EXERCISE PROMPT: Your job with the data below is to output exactly the lines from the one holding "ring pip: (1005, 347)" down to the one holding "ring mcp: (1067, 388)", both included, and no others.
════════════════════
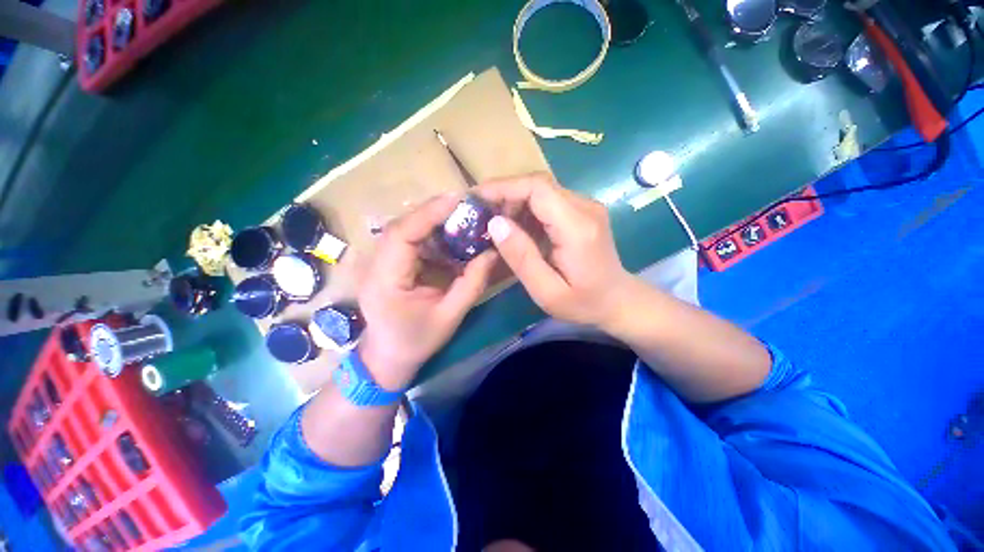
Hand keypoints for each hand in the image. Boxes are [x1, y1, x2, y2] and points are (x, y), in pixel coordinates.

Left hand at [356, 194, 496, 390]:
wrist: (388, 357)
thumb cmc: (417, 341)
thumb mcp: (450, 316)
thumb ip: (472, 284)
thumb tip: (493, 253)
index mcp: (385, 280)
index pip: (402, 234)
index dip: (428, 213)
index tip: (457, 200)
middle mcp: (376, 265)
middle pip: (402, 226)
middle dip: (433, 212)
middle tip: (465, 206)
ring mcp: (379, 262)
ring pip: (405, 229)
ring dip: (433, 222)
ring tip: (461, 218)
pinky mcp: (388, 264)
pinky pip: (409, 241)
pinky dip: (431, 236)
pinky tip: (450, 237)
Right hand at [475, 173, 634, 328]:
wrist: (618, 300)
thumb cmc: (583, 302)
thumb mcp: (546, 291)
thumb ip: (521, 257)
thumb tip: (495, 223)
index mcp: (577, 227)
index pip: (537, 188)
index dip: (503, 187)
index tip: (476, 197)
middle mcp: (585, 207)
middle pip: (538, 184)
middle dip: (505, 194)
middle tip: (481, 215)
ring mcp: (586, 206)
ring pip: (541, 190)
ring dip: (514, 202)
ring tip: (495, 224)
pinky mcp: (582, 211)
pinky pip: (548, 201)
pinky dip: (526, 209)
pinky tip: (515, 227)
════════════════════
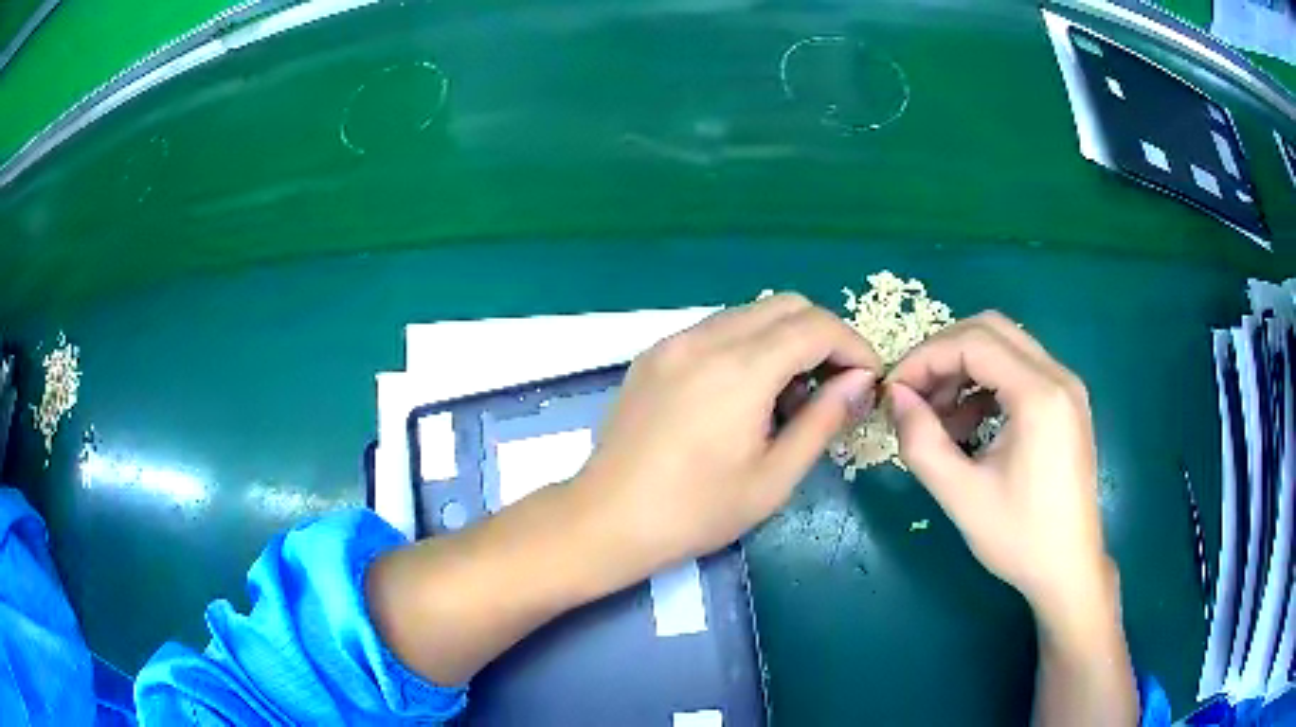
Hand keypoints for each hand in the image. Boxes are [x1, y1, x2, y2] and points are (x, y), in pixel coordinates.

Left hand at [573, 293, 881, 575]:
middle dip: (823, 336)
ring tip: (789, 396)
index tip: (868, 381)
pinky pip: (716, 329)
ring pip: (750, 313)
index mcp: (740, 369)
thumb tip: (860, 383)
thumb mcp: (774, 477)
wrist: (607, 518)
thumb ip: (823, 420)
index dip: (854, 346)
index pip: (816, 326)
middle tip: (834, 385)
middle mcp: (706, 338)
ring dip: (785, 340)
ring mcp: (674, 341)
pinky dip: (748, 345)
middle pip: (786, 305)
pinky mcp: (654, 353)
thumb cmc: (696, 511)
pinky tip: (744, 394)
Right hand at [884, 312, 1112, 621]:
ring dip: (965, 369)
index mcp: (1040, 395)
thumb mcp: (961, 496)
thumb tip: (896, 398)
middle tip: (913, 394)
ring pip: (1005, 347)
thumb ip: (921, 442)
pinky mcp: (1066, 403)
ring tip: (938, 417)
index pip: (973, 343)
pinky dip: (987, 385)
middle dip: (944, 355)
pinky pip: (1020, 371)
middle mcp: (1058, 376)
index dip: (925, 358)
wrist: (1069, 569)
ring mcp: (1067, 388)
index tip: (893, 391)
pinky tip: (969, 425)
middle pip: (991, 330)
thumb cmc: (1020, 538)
════════════════════
ANSWER SPACE:
ring pip: (1005, 347)
thumb ip: (921, 442)
pinky mcp: (1066, 403)
ring tip: (938, 417)
index pip: (973, 343)
pinky dip: (987, 385)
middle dip: (944, 355)
pinky pip: (1020, 371)
middle mcp: (1058, 376)
index dip: (925, 358)
wrist: (1069, 569)
ring mcp: (1067, 388)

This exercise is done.